## Data to use

_ _ _ _

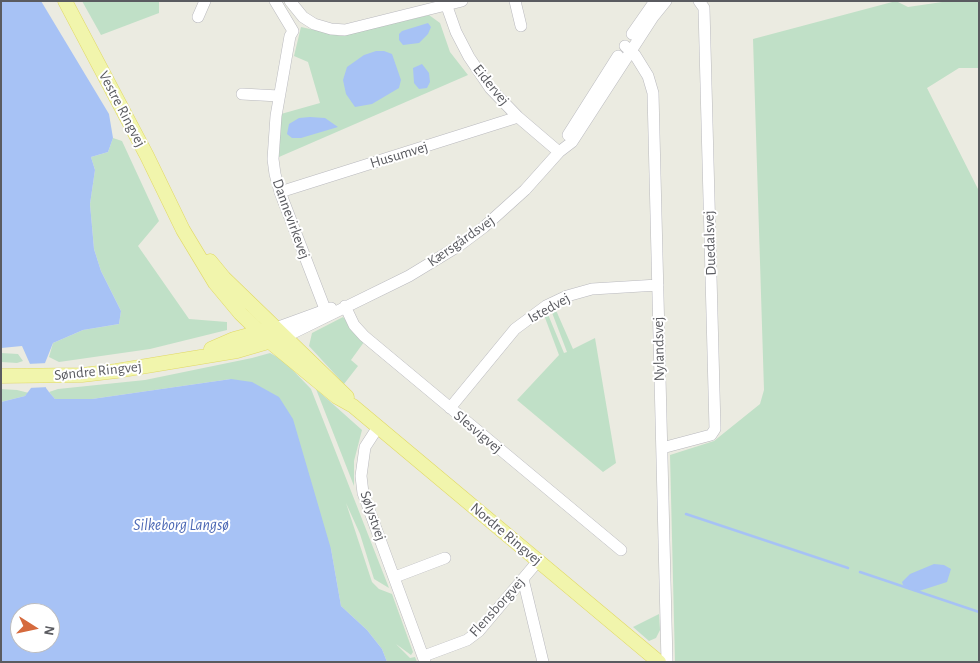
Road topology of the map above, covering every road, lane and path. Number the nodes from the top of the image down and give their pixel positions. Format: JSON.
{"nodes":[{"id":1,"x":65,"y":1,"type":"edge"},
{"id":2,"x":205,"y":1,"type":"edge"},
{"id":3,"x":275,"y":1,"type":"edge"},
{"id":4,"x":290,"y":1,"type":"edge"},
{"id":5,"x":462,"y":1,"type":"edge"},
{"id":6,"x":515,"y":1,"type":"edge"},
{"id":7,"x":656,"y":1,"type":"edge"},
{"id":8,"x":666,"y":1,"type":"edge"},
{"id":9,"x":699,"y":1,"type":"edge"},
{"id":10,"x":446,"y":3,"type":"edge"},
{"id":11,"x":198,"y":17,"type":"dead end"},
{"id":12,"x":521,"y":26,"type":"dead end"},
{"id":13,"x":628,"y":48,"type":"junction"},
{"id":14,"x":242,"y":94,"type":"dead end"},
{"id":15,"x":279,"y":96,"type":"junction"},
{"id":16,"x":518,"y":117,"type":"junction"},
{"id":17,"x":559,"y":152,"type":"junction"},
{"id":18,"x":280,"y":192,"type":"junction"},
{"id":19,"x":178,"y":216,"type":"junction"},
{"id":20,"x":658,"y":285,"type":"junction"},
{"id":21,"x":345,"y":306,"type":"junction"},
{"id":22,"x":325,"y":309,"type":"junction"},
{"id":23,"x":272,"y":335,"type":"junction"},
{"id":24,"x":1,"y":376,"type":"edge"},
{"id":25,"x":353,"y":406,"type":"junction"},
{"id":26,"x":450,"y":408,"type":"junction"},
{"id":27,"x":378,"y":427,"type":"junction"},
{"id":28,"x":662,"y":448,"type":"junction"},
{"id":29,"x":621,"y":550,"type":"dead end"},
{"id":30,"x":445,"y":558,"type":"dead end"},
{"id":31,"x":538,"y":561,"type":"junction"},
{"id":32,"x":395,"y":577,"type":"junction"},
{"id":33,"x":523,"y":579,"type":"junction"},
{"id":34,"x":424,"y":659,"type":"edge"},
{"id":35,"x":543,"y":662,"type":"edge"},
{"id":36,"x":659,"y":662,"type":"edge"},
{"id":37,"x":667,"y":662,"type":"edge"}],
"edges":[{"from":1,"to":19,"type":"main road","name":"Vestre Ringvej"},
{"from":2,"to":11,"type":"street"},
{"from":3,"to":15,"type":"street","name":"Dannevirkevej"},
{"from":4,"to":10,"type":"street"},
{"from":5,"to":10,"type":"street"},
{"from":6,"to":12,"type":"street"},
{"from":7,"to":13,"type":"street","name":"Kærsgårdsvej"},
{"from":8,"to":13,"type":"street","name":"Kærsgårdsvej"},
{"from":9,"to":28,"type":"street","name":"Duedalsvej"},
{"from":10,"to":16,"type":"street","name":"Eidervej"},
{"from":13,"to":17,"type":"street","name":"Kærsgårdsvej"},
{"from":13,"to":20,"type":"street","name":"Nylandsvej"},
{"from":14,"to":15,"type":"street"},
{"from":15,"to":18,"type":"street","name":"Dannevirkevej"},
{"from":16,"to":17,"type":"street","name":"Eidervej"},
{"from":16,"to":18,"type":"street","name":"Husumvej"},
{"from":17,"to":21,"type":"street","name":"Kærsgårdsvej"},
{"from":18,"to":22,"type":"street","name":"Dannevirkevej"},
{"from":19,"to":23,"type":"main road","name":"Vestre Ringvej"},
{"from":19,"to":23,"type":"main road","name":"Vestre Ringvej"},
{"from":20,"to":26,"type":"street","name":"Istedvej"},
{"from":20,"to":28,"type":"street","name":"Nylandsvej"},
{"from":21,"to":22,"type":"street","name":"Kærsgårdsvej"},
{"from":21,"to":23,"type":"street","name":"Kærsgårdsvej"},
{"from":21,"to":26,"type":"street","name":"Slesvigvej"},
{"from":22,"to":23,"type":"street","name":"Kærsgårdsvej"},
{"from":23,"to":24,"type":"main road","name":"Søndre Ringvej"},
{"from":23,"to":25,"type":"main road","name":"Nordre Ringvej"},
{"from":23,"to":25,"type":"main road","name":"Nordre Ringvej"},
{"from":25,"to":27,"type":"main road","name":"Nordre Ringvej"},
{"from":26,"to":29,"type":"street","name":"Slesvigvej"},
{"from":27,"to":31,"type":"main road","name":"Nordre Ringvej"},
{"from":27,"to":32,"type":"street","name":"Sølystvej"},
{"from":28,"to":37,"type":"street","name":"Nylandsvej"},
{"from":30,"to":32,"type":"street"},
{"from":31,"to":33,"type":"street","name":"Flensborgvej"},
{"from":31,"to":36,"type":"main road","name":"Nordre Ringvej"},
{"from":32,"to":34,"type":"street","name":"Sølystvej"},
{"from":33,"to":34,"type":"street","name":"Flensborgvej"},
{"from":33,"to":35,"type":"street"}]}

_ _ _ _

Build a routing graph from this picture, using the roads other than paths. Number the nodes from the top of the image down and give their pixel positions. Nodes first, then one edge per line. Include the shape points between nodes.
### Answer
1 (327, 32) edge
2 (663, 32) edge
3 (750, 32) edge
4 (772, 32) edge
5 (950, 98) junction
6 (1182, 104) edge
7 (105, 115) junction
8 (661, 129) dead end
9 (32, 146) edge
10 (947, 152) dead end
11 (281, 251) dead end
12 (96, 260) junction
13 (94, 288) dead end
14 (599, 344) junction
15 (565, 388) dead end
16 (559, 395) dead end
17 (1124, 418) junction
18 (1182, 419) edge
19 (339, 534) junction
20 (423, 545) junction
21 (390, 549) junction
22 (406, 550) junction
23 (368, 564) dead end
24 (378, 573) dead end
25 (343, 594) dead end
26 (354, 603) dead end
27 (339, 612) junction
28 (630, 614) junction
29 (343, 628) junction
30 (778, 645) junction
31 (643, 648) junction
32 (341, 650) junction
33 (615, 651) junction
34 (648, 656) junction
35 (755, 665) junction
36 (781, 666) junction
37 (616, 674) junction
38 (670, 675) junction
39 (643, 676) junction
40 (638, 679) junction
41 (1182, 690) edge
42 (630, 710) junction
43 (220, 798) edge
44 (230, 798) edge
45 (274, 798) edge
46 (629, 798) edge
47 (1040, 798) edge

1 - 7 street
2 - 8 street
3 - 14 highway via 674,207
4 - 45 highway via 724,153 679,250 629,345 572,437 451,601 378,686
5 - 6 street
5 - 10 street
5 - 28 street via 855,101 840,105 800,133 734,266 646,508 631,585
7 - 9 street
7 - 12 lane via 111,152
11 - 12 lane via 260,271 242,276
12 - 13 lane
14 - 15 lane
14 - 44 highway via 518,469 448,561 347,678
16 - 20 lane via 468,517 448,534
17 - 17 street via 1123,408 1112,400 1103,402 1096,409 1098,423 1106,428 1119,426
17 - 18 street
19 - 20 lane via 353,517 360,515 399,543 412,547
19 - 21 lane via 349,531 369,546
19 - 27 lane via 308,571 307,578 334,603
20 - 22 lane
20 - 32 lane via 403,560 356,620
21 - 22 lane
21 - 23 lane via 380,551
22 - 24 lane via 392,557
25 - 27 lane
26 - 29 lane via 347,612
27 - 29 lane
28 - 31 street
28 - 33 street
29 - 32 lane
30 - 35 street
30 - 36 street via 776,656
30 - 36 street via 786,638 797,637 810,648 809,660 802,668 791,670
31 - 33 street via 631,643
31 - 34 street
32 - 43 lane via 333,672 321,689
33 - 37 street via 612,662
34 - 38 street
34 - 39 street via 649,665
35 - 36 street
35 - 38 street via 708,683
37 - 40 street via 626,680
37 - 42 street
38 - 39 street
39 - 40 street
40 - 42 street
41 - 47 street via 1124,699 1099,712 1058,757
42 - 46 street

_ _ _ _

## What needs to be done
A single number is the whole answer here: the number of lines in the data containing "Sølystvej".

## Solution below
2